The oils and sculptures reflect Miss Gunderson’s explorations into space. The oils start out on a flat surface and gain three-dimension because of the curved bands of brilliant color set against a white background and often contrasted with stripes of whited down pastels.
The Plexiglas sculpture starts out in three dimensions and often goes into a one-dimensional effect. Stand far enough away from them, and three jig-saw pieces will appear to be etching begun in one piece of Plexiglas will be continued through several pieces
As if the titles or the shapes of the boxes and the oils don’t suggest it, both are rooted in the same experience. As a student at the University of Iowa, Miss Gunderson got a commission to design a pamphlet for a neurophysiology convention, and in the course of her designing, bone up on anatomy. The resultant art is a “brain storm.”
About half of the boxes are lit electrically. The rest rely on the phosphorescent coated plastic to do as the song says, “what come naturally.”
Involvement
“I want the sculpture to be quiet, not to have the neon look, to look like its pushing too much,” said Miss Gunderson.
“I think the trend is more towards three dimensional things not necessarily sculpture as it is thought of in the old realm.
“Sculpture has a trend to involve people in an environment. Sculpture today is like the found object period,” said Miss Gunderson who considers anything with three dimensions as sculpture.
“You go into a gallery and see an exhibit of some crumpled paper or a pile of dirt, and when you see these objects outside the museum, you become more aware of them, and ware of them in an artistic sense.”
The Wustum show is only Miss Gunderson’s second one-man show. Last year, she and six other graduate students at the University of Iowa, along with their teacher Hans Breder had a show at the Richard Feigen Gallery in Chicago, one of the few times when students were allowed to show in a professional gallery.
She rarely enters art exhibits because she feels that the one or two paintings that get hung do not show enough of the artist.
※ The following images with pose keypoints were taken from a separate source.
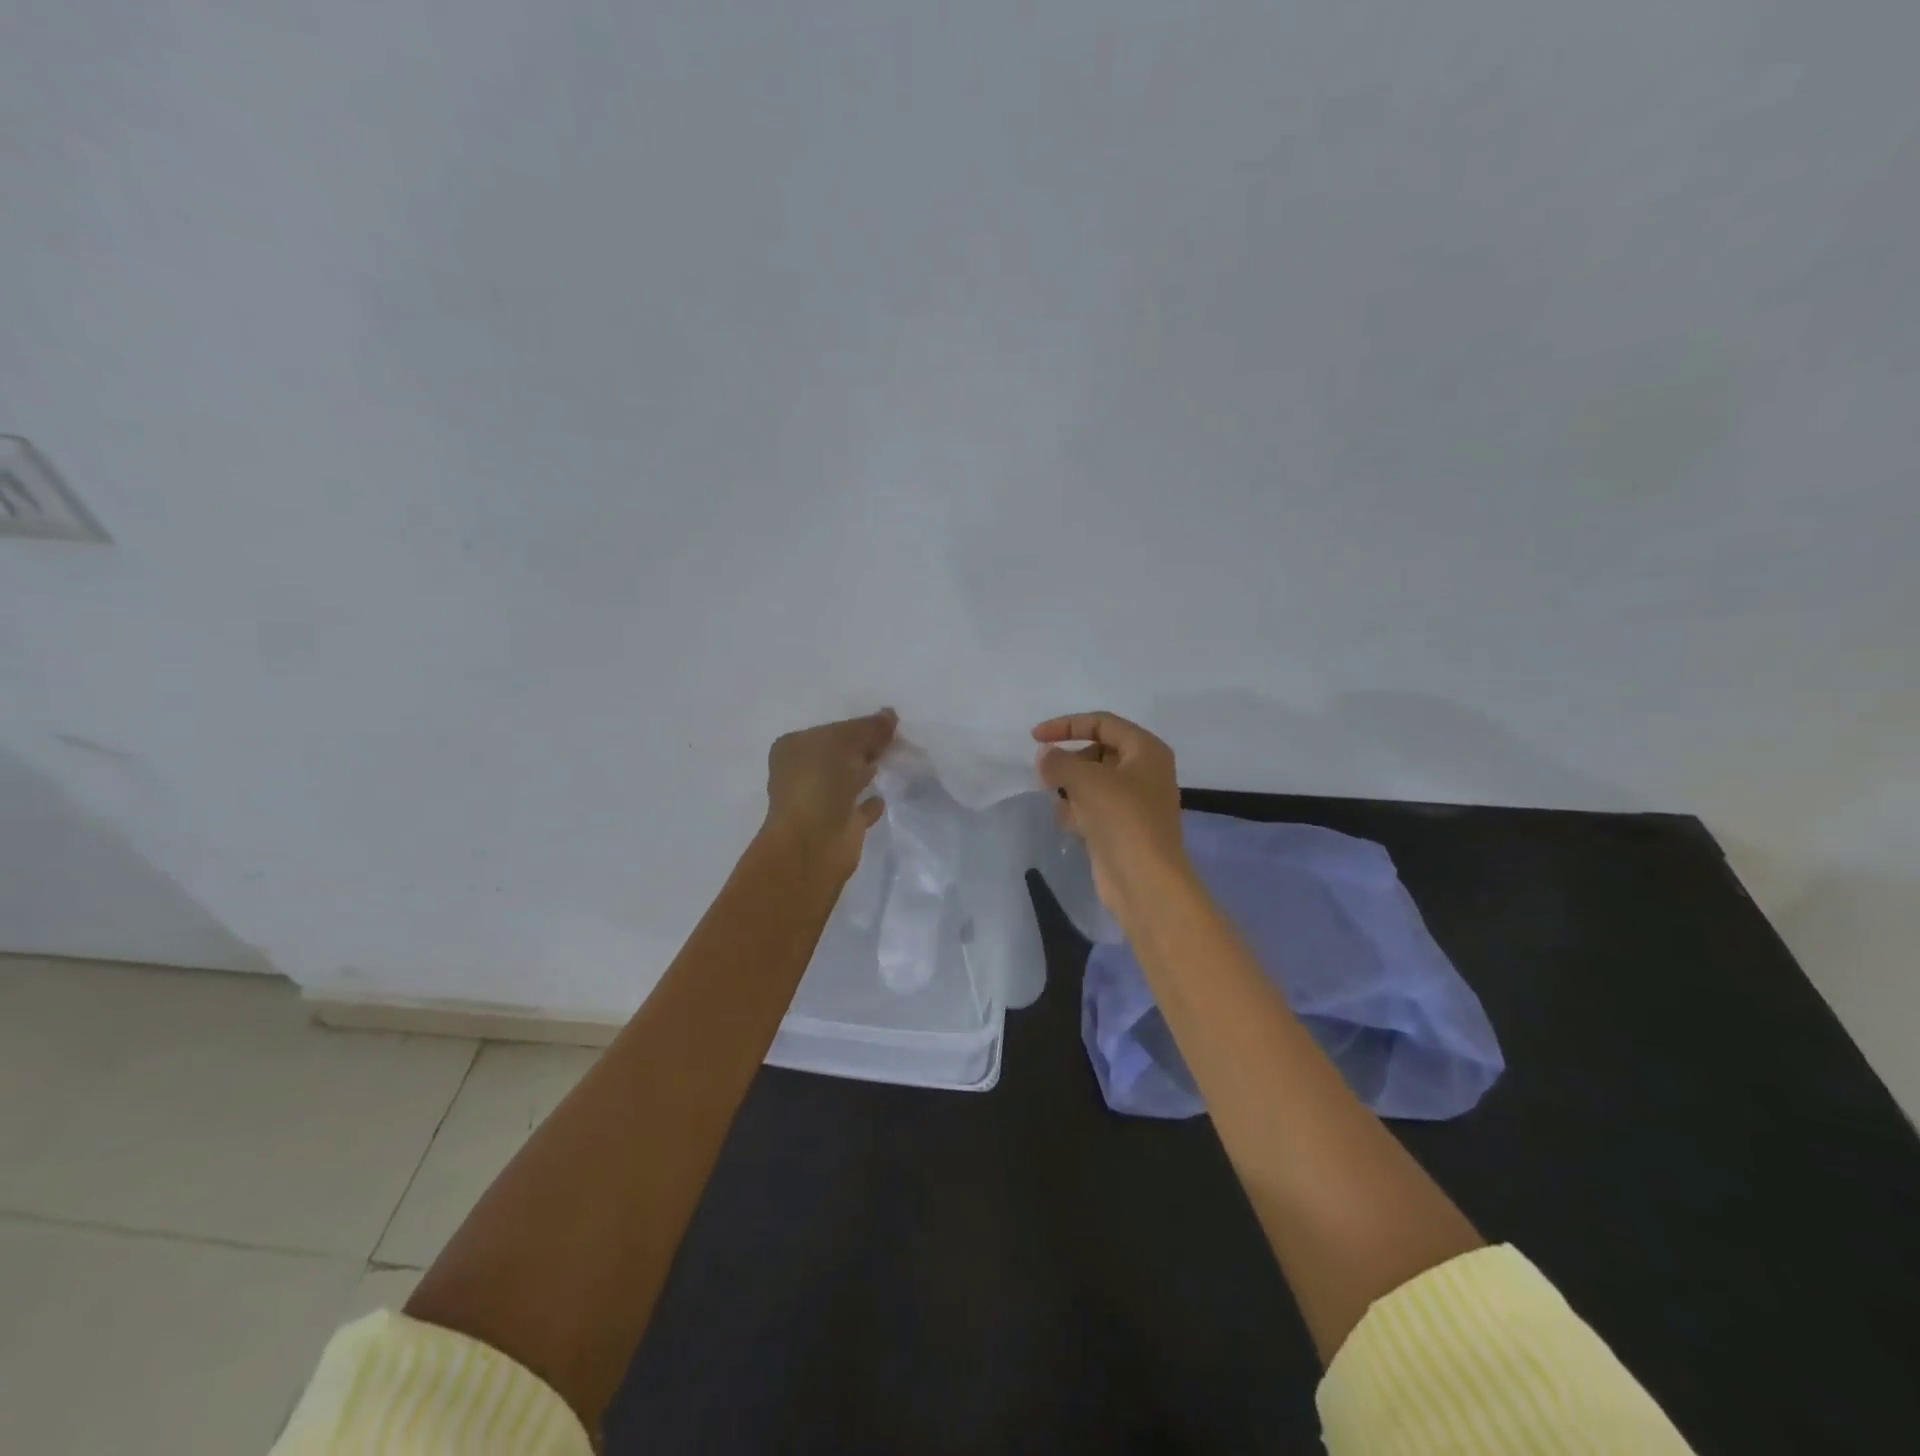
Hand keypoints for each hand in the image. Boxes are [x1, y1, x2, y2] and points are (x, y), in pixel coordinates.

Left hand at [762, 708, 897, 879]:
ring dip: (865, 772)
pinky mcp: (837, 826)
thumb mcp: (844, 741)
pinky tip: (885, 796)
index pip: (830, 730)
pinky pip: (858, 808)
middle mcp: (802, 774)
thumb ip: (869, 728)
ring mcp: (819, 802)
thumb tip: (890, 714)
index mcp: (794, 748)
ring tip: (894, 761)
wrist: (813, 844)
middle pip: (838, 754)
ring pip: (848, 780)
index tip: (886, 725)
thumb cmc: (819, 783)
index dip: (856, 726)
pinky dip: (870, 802)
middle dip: (862, 748)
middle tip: (895, 741)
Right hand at [1032, 711, 1190, 923]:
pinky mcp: (1123, 829)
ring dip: (1071, 787)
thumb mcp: (1086, 780)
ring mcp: (1135, 803)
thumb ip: (1059, 761)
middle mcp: (1145, 772)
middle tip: (1046, 775)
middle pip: (1098, 752)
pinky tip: (1067, 823)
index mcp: (1146, 750)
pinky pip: (1094, 808)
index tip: (1035, 738)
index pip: (1102, 723)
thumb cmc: (1121, 818)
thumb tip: (1045, 756)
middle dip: (1069, 760)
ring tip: (1057, 799)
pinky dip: (1078, 810)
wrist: (1144, 880)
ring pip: (1094, 782)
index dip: (1066, 725)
And, her paintings, if she signs them, are signed on the back, because she thinks the signature can detract from what’s on the rest of the canvas.
Build Environments
Miss Gunderson’s unconventional attitudes also stretch to her role as faculty member at Cornell University where she teaches intermedia, drawing and Florentine art History.
This fall, she’ll giver her students something new in the way of stimulation. She’ll build environments for them- “Like happening, but only less violent,” she said. She may introduce light and sound effects along with art to build a composition that entirely surrounds them.
“I’m not hung up on teacher-student relationships,” said Miss Gunderson. “I don’t car if my students call me ‘Karen’ as long as they respect me as an artist.”
And, she will view them as artist rather than students as long as they continue to work seriously.
Miss Gunderson even has some of her students working as her apprentices in her Iowa studio. She has an apartment on the third floor of a Victorian style building. Her studio is on the first, a condition that makes life easier for fellow tenants, and for Miss Gunderson “when I have to carry art in and out of the building.”
The students are employed to carry in the Plexiglass-it comes in 4 by 6-foot sheets- and to do the polishing. One piece of sculpture is usually 40 hours in the works, and much of that is in the polishing. The polishing, obviously, rubs her wrong way.
Miss Gunderson hires the students because she feels it’s good for them to learn how to handle a contemporary material. But she laughingly admitted to at least one selfish motive. "I like the company, “ she said.